Find the string "Belvidere" in the data, and copy out each line that has it.

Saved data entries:

.....

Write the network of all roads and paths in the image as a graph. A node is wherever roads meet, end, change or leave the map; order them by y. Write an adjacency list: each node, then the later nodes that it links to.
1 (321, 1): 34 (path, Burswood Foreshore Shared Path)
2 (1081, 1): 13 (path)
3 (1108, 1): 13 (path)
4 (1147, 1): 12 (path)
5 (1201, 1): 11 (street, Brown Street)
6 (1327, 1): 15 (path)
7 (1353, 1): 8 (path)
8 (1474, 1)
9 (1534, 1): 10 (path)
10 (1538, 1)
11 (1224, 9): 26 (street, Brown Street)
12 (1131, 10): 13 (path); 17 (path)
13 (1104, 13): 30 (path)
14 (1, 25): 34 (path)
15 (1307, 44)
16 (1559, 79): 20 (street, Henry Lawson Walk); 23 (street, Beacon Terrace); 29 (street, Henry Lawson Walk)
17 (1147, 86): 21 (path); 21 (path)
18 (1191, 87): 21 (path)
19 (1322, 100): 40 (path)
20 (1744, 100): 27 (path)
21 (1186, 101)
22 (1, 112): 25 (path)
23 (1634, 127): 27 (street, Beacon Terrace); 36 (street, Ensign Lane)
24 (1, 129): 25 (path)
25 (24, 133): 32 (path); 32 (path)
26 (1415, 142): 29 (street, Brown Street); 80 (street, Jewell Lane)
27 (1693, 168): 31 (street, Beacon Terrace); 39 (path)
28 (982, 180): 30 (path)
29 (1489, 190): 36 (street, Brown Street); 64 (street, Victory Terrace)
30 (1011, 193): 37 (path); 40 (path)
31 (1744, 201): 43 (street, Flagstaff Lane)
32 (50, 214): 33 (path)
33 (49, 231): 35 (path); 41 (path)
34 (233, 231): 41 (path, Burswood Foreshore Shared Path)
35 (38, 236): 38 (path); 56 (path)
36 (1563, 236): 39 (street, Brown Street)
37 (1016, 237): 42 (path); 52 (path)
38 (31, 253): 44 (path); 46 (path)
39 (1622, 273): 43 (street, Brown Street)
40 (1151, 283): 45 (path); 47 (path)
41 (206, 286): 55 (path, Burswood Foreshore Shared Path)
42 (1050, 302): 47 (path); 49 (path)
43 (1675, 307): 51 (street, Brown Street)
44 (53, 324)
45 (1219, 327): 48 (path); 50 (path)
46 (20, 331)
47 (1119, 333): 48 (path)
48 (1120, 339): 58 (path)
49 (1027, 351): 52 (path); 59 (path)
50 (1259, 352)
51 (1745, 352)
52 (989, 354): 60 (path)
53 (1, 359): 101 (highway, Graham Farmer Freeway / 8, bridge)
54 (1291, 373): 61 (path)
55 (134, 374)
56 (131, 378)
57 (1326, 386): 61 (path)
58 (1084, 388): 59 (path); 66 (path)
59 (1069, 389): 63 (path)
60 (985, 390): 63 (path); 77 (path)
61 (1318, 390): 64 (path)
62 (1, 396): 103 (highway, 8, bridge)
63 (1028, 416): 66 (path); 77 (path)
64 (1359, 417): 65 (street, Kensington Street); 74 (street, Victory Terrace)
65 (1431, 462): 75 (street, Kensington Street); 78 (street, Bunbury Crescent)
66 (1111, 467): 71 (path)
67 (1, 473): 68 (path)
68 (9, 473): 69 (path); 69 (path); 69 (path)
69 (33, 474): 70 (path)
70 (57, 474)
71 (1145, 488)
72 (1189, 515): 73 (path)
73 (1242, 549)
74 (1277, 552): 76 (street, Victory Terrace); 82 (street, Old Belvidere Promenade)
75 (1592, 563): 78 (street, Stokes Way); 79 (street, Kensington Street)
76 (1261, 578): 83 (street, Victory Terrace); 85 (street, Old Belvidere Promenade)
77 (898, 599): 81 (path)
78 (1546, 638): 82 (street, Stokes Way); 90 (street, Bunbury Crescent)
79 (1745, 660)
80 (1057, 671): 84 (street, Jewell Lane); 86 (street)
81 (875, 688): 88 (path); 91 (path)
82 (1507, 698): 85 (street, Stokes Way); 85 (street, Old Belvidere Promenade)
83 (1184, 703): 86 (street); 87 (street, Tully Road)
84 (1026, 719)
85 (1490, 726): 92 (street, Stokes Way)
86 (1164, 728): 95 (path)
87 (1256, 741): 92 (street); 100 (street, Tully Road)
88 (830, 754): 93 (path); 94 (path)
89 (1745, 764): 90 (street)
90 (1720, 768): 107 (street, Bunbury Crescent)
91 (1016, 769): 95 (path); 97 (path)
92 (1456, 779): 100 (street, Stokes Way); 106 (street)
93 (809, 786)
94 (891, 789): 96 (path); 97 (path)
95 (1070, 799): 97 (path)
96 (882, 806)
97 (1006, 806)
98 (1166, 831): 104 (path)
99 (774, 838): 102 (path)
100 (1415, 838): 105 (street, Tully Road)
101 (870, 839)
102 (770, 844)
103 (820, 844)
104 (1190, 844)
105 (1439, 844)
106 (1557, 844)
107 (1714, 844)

.....

SOLUTION FOR THIS PROBLEM:
74 (1277, 552): 76 (street, Victory Terrace); 82 (street, Old Belvidere Promenade)
76 (1261, 578): 83 (street, Victory Terrace); 85 (street, Old Belvidere Promenade)
82 (1507, 698): 85 (street, Stokes Way); 85 (street, Old Belvidere Promenade)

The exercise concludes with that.